EXERCISE → Pull out every line below that contains the word "leaves".

———

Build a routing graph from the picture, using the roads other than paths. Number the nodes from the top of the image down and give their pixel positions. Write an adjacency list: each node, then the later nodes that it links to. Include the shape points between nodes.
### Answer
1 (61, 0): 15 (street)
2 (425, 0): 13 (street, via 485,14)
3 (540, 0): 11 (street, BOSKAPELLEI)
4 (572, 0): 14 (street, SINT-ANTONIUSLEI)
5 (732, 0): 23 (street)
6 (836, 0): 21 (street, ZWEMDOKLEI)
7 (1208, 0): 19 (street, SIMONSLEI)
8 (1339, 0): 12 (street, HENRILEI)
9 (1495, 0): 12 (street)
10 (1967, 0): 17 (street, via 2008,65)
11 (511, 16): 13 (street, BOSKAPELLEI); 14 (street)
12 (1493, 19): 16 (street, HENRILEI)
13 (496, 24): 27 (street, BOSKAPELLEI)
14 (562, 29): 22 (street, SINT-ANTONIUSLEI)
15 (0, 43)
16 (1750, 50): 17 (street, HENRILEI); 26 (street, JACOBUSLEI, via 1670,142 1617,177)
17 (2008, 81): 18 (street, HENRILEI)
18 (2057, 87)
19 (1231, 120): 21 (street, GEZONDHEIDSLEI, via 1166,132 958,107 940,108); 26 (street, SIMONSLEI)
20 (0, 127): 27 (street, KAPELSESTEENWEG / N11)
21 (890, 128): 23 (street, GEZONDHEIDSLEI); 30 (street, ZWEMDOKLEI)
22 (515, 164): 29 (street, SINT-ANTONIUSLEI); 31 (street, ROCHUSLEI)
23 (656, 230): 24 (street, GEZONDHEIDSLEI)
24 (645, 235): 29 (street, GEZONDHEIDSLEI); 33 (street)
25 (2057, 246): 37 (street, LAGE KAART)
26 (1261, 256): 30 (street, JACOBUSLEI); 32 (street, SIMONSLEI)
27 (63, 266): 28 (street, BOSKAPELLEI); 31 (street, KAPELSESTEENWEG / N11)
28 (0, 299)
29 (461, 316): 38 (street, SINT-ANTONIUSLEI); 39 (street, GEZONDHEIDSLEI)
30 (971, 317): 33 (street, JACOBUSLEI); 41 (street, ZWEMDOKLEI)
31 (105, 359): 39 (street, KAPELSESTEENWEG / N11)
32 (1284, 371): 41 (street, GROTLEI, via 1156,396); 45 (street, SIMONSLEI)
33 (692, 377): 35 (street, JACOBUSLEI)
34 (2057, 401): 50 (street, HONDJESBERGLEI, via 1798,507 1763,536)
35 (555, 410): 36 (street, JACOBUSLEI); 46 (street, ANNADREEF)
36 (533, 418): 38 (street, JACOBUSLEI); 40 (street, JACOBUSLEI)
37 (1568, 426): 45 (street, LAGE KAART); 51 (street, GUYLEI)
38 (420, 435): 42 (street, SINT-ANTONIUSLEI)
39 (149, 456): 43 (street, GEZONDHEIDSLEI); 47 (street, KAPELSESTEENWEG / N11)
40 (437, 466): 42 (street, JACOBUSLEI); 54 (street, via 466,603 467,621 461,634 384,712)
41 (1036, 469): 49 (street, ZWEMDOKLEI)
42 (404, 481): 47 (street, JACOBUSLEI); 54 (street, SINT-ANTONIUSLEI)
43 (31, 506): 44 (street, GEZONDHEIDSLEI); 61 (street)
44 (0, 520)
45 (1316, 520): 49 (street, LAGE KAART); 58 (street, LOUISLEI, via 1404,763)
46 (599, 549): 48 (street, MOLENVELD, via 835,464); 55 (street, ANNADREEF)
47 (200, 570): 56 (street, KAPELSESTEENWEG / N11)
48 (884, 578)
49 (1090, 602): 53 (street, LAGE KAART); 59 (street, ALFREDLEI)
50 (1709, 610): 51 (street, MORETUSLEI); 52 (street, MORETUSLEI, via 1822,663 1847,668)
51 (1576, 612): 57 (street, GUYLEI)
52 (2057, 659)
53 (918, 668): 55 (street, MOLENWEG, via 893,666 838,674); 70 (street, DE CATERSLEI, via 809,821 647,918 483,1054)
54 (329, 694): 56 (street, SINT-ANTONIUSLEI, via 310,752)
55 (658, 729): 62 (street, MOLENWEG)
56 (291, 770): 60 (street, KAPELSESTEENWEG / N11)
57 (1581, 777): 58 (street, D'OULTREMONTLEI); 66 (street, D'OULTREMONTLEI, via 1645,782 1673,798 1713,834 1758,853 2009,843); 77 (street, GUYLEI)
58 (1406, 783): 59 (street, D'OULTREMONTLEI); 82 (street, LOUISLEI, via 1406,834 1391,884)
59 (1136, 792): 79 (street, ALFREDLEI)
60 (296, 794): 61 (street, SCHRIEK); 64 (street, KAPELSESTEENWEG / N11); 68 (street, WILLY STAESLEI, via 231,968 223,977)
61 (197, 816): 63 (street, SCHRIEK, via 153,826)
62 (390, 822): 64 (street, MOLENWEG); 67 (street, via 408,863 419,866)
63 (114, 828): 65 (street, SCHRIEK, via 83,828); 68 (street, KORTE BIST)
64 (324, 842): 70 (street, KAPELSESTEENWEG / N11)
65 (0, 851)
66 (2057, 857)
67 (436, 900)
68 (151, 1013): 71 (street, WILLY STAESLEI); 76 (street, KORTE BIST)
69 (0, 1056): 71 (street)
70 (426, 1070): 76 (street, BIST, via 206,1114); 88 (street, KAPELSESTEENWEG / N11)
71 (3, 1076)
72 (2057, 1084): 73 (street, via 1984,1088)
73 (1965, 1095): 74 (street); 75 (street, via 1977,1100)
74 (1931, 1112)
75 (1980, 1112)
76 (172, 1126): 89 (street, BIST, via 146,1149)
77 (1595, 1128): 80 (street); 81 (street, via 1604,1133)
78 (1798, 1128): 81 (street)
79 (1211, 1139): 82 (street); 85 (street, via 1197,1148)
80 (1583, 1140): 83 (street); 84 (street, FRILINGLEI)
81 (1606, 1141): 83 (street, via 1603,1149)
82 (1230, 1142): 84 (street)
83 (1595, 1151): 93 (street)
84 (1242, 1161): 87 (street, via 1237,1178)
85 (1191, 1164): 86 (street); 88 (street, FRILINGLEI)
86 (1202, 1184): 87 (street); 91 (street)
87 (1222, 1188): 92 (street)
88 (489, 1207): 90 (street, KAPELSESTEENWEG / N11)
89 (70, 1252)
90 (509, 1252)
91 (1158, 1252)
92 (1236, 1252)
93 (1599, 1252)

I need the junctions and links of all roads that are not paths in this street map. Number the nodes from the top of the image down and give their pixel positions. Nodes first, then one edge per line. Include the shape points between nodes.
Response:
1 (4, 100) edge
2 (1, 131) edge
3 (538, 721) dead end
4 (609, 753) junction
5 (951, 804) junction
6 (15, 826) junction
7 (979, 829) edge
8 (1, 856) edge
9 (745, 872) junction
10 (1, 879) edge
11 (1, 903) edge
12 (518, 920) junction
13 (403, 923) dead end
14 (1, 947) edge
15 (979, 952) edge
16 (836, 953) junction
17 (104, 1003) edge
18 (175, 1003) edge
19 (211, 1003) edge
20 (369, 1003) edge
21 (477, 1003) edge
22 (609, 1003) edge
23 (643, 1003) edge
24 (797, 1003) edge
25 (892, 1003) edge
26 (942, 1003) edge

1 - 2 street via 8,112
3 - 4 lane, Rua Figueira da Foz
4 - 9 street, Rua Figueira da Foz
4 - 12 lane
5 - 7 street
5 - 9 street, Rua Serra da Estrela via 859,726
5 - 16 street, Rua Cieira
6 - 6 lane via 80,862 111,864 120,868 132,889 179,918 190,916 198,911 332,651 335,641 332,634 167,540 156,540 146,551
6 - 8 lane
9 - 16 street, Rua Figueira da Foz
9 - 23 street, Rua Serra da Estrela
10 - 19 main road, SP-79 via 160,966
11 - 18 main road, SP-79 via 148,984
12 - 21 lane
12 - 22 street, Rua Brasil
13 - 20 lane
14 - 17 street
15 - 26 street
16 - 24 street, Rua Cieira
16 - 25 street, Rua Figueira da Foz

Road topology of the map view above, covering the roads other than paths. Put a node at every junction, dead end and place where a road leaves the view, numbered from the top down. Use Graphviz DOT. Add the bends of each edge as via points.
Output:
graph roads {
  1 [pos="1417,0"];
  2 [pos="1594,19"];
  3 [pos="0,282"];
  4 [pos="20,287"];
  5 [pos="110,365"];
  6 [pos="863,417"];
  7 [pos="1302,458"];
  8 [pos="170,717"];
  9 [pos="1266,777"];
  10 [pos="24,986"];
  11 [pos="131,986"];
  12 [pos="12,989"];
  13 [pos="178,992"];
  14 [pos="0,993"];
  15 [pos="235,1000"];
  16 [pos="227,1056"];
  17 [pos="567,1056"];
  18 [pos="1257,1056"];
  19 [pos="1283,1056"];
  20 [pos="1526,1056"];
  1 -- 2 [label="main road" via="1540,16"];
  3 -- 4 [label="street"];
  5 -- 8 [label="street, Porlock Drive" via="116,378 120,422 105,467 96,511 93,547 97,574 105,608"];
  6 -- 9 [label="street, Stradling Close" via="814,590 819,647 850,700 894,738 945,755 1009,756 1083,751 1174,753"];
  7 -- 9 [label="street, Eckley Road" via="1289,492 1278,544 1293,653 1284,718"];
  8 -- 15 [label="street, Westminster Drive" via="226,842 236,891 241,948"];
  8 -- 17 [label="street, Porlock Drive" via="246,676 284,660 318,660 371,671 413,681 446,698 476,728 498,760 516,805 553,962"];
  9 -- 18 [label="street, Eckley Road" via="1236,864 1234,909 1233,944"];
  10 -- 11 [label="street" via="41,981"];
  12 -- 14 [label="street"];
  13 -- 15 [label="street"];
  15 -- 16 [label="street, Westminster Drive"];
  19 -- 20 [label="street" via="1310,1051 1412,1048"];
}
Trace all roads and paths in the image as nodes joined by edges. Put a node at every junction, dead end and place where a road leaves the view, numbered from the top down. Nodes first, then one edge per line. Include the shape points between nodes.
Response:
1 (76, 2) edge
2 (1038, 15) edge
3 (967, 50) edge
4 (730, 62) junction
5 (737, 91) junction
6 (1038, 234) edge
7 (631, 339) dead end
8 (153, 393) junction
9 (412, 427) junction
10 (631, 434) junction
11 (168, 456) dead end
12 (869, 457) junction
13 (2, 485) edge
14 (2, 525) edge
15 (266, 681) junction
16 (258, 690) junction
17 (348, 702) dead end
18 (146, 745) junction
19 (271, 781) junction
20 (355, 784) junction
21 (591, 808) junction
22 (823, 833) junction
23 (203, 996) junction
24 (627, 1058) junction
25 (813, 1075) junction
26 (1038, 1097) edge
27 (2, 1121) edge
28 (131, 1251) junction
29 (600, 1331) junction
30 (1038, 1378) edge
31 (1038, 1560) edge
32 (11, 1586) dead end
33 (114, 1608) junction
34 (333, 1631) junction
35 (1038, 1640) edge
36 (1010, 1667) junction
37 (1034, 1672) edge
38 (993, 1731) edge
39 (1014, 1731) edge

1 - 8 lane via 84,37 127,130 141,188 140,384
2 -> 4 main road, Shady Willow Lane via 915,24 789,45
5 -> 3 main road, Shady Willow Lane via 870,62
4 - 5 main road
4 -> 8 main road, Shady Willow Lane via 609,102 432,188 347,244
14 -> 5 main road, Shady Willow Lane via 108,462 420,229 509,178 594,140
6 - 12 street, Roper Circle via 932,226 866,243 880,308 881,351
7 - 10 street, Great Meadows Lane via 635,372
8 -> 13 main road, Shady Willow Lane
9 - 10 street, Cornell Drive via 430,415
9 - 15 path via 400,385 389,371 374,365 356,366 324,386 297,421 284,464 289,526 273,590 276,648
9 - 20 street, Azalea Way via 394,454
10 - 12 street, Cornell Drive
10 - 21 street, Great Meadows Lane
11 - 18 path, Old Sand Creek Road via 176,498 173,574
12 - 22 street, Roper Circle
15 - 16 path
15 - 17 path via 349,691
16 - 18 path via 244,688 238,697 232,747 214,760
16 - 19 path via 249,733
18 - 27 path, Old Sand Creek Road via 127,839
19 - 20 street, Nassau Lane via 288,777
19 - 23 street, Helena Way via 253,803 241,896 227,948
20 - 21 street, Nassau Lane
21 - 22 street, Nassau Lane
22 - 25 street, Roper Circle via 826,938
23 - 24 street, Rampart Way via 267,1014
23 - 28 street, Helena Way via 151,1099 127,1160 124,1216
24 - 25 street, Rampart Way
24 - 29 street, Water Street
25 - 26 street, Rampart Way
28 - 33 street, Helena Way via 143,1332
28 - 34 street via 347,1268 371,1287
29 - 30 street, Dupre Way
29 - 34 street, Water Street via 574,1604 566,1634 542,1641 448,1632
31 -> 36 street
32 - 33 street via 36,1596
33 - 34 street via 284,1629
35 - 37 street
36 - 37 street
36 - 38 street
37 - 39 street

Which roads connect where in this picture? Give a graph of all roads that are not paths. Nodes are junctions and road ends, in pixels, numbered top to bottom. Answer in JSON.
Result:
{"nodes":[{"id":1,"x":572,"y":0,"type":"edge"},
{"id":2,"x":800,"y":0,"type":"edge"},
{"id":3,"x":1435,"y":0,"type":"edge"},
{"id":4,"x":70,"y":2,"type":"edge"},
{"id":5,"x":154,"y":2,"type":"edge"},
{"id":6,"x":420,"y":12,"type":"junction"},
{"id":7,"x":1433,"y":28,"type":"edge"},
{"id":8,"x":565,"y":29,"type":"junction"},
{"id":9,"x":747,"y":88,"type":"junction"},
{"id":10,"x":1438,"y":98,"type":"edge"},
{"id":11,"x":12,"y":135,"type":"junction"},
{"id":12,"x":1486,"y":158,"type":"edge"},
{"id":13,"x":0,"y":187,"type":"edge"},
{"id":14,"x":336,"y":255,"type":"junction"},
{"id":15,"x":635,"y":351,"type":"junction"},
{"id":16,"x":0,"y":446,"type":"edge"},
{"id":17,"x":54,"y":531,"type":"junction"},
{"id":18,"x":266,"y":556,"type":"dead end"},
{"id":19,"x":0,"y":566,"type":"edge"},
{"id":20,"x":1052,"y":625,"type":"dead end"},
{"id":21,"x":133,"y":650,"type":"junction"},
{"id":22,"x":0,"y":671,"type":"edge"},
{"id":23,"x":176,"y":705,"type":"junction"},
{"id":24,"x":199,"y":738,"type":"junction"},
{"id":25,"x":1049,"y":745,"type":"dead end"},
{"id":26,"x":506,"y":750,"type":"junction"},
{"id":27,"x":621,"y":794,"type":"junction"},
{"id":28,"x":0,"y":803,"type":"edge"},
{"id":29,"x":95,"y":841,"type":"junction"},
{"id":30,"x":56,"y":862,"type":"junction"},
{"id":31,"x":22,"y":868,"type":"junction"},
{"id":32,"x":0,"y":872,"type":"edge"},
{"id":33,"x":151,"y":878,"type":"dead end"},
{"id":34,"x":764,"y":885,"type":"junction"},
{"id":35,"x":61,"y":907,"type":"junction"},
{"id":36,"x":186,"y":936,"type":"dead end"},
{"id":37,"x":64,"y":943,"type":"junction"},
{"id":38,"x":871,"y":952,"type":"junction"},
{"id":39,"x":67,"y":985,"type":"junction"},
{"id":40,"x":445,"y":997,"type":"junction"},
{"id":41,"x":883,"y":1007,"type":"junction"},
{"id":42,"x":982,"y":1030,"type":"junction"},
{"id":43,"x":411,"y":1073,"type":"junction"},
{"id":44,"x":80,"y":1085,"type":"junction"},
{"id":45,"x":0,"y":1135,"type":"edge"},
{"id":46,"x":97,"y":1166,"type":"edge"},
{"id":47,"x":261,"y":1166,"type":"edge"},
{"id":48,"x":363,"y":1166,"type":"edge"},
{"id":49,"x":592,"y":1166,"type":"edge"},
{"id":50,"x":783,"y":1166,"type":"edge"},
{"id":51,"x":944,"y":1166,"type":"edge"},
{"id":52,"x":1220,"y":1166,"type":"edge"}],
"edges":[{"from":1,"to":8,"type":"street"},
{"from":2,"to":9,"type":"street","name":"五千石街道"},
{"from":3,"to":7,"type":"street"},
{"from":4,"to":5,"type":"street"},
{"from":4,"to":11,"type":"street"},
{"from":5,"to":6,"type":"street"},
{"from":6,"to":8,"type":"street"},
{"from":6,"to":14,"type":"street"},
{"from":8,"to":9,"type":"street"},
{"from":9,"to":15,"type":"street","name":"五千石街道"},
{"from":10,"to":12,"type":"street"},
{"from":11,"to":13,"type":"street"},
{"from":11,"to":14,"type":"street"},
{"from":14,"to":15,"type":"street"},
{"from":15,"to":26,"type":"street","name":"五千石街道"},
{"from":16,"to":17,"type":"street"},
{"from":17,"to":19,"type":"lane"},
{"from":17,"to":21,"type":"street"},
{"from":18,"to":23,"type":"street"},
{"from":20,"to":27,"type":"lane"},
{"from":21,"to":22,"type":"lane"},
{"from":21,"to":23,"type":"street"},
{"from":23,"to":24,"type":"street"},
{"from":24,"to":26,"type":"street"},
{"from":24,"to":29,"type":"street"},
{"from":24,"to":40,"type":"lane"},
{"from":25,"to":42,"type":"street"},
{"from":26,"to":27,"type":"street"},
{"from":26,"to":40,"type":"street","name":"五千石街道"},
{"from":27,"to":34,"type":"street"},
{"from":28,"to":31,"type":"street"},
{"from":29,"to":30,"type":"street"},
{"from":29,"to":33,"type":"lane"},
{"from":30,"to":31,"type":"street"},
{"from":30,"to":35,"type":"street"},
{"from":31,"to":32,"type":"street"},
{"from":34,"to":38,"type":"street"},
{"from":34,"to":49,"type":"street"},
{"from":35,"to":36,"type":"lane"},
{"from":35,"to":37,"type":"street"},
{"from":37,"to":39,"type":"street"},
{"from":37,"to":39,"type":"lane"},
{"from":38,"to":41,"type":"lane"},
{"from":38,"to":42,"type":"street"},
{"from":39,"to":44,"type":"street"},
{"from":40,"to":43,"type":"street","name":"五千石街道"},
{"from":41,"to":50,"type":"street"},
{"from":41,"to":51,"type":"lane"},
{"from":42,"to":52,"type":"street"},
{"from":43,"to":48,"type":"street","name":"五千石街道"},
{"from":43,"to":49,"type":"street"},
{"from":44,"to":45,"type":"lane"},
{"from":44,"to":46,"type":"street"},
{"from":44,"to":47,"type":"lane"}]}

———

EXPECTED ANSWER →
Road topology of the map view above, covering the roads other than paths. Put a node at every junction, dead end and place where a road leaves the view, numbered from the top down. Use Graphviz DOT. Add the bends of each edge as via points.
Trace all roads and paths in the image as nodes joined by edges. Put a node at every junction, dead end and place where a road leaves the view, numbered from the top down. Nodes first, then one edge per line. Include the shape points between nodes.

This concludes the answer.